If the log points at a core file rather than something in wp-content, the more likely explanation is a plugin loaded earlier that broke the state core relies on, not corrupted core. Turn everything off with the folder rename, confirm the site loads clean, then reintroduce plugins one by one — the last one you enable before the error returns is the one to report, with the log line attached.

FAQ

Questions

What does there has been a critical error on this website mean?

It means PHP hit a fatal error while building the page and WordPress caught it before the blank white screen appeared. The message is deliberately vague so visitors do not see file paths or code. The real error, with the file and line number, is written to a log on the server.

Where is the WordPress critical error log?

If you set WP_DEBUG and WP_DEBUG_LOG to true in wp-config.php, WordPress writes to wp-content/debug.log. If those are off, the error still goes to your host's PHP error log, usually reachable from the hosting control panel under logs or error logs. Check both before assuming nothing was recorded.

Why did I not get the WordPress recovery mode email?

The email goes to the site admin address in Settings, not your login address, and it is sent by the same broken PHP that just crashed, so delivery often fails. Shared hosts also block outgoing mail without SMTP. Check spam, then skip the email and disable plugins over SFTP instead.

How do I fix a critical error if I cannot log in to wp-admin?

Connect over SFTP or your host's file manager and rename the wp-content/plugins folder to plugins-off.

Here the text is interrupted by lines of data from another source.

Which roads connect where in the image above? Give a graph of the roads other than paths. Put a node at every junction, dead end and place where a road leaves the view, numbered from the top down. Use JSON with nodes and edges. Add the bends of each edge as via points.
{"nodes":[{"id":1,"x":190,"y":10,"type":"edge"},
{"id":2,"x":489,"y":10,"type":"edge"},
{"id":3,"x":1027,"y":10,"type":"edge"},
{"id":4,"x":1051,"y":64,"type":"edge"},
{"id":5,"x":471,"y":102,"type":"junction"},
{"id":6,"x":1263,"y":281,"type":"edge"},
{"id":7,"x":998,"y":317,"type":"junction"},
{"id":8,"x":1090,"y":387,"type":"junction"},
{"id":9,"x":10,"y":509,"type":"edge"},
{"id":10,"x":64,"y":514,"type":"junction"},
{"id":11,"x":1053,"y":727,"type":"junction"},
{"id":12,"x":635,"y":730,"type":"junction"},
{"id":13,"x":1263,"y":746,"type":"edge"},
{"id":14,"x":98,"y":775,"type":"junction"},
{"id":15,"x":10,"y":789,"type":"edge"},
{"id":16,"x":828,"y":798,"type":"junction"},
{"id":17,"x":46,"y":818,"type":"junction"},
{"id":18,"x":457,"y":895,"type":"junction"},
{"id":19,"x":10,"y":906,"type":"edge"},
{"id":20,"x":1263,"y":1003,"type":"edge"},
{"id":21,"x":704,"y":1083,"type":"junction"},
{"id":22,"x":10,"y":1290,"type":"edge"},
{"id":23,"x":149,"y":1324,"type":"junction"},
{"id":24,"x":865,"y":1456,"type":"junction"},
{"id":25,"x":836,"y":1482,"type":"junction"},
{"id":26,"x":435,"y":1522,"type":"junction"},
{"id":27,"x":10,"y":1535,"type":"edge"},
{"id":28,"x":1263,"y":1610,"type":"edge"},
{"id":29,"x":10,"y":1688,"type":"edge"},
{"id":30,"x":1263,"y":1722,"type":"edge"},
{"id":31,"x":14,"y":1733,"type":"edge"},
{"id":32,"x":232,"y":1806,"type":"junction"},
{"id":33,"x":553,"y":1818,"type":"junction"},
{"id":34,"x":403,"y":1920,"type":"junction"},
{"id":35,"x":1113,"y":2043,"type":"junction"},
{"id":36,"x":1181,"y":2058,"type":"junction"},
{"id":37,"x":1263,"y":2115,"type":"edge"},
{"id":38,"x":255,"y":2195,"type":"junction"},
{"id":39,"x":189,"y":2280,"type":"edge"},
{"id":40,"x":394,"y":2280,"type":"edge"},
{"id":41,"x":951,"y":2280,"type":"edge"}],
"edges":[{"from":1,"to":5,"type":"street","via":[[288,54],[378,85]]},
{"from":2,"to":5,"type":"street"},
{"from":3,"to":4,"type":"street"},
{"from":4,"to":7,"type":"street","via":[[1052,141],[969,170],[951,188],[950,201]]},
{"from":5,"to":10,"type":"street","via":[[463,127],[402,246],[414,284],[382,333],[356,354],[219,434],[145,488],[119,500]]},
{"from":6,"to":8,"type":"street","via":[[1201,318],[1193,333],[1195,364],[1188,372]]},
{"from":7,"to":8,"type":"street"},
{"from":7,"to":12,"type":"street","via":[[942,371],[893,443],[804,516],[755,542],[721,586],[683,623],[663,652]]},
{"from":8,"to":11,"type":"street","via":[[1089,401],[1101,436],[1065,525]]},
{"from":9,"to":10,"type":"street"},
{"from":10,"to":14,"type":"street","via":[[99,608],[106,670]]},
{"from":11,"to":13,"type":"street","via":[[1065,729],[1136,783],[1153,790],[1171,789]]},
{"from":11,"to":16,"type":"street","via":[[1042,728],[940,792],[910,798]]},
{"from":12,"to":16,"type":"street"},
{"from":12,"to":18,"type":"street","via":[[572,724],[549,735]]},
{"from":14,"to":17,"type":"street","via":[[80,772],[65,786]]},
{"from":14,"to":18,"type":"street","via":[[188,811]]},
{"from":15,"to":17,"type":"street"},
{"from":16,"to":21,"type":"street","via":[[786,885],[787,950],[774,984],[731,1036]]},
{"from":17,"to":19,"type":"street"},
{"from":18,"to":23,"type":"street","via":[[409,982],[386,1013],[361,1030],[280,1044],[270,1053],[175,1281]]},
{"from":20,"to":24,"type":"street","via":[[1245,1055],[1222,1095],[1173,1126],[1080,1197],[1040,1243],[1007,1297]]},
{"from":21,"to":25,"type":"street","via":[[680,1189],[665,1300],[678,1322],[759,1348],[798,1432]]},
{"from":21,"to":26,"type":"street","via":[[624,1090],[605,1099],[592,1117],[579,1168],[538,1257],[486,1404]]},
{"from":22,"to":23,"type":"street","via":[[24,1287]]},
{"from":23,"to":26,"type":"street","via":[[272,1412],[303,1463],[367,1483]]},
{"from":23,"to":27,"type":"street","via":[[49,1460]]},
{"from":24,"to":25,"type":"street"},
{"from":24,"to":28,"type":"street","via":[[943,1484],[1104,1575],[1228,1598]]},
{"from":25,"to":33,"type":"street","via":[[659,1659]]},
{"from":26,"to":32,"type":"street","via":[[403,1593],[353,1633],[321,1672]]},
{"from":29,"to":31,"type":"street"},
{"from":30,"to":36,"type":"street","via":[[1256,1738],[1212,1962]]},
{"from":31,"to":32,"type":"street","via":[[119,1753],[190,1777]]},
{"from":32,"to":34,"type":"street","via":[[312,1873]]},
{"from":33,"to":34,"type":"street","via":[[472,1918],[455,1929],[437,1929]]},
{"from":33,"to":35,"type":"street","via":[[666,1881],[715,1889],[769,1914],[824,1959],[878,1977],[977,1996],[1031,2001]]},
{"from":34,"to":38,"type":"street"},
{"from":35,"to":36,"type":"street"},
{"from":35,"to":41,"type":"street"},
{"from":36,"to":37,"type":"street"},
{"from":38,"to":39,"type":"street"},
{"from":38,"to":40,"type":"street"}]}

That deactivates every plugin at once and almost always restores admin access. Rename it back, then reactivate plugins one at a time until the error returns and you have found the culprit.

Can a PHP version upgrade cause a critical error in WordPress?

Yes, and it is one of the most common causes. Hosts upgrade PHP automatically, and older plugin or theme code using removed syntax will fatal immediately. The log entry usually names a specific file in wp-content. Rolling PHP back in your hosting panel confirms the diagnosis, though it is a temporary fix.

Does the critical error message mean my site was hacked?

Usually not. The overwhelming majority of these are a plugin or theme update that is incompatible with your PHP version, or memory exhaustion. Malware can cause fatal errors too, but the log entry will point at an unfamiliar file or obfuscated code. Read the log before assuming a compromise.